Несколько лет назад в фондах отдела новейших течений Государственной Третьяковской галереи велись ремонтные работы. Сотрудники опасались, что отдельные экспонаты примут за мусор, поэтому тщательно проинструктировали рабочих. Но время от времени те подходили к сотрудникам: «Это шедевр, или можно выбросить?»
Таким вопросом в галерее задавались, оказывается, не только рабочие. «Хорошо помню старое поколение реставраторов, для которых многие предметы современного искусства были чем-то неприемлемым из-за невозможности длительного хранения, вещами без признаков музейного произведения», — говорит главный хранитель Третьяковской галереи Татьяна Городкова.
Современные материалы: от портландцемента до жести
В середине XIX века в результате промышленной революции художники перестали быть технологами: рецептуру разрабатывали химики, а сами материалы производились только на фабриках.

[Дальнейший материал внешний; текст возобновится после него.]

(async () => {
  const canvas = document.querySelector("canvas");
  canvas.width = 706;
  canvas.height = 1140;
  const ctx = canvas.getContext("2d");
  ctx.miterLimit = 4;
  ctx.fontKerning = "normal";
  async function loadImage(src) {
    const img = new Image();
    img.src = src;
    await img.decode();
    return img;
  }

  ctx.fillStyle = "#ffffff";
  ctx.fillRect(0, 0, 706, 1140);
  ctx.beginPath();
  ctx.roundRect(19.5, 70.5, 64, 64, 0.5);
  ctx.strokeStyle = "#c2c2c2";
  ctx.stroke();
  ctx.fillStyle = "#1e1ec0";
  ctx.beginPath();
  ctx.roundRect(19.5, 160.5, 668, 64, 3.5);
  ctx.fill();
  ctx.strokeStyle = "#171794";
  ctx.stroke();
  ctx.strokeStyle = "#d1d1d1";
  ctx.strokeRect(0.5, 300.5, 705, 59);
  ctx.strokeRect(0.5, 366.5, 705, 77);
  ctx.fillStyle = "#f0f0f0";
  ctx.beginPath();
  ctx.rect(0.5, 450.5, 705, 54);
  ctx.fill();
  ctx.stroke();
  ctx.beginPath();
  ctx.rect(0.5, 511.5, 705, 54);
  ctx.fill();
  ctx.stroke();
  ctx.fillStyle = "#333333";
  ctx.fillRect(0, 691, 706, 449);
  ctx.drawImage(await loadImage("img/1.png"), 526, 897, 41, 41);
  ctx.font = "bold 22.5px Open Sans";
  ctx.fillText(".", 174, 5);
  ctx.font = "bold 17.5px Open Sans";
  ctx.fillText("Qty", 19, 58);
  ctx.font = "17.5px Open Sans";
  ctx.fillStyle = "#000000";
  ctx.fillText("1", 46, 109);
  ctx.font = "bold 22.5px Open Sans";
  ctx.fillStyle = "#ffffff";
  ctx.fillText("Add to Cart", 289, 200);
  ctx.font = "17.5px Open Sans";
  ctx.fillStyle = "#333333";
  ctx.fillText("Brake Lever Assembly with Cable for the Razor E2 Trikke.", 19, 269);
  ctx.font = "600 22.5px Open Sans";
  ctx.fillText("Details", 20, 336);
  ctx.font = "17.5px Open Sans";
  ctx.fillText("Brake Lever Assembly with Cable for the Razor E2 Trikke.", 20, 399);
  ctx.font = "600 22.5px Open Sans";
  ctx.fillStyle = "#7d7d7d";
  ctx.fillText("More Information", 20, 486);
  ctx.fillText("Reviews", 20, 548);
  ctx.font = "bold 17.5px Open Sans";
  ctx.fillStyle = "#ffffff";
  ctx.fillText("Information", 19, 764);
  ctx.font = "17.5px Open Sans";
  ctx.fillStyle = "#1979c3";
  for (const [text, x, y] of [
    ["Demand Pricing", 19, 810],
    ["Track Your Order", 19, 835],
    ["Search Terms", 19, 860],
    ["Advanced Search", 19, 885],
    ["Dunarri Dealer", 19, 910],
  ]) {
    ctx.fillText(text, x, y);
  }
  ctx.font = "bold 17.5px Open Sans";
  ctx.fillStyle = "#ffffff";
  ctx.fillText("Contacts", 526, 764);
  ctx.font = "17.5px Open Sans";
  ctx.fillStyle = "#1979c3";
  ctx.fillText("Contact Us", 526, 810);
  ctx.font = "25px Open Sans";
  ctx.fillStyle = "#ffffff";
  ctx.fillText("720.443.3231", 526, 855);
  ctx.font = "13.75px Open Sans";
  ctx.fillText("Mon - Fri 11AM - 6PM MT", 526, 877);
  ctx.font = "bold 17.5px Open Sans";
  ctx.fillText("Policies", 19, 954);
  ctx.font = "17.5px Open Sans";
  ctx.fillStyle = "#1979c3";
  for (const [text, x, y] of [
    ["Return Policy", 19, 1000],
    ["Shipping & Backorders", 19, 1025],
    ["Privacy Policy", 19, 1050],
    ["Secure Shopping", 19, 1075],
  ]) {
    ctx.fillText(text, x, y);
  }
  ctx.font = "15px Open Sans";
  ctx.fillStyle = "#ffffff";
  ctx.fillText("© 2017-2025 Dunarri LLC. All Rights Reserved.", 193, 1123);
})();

Первым искусственным материалом, вышедшим из лаборатории, стал портландцемент — серый порошок, расфасованный в бочки и мешки. Благодаря ему скульпторы-неоклассицисты получили возможность исполнять огромные, свободно стоящие статуи из доступного и надежного материала, не разрушающегося на открытом воздухе и при этом имитирующего «вечный» камень. Следующим поколением новых скульптурных материалов стали пластмассы, а с начала 1950-х годов для отлива массово используются синтетические смолы. Первоначально это были высокотоксичные, желтеющие на солнечном свету, растрескивающиеся эпоксидные материалы, позже появились полиэфирные смолы. В эти же годы художники-модернисты создали первые объекты с использованием «нехудожественных» материалов: прокатной жести, фанеры, гвоздей, проволоки, отходов заводской штамповки.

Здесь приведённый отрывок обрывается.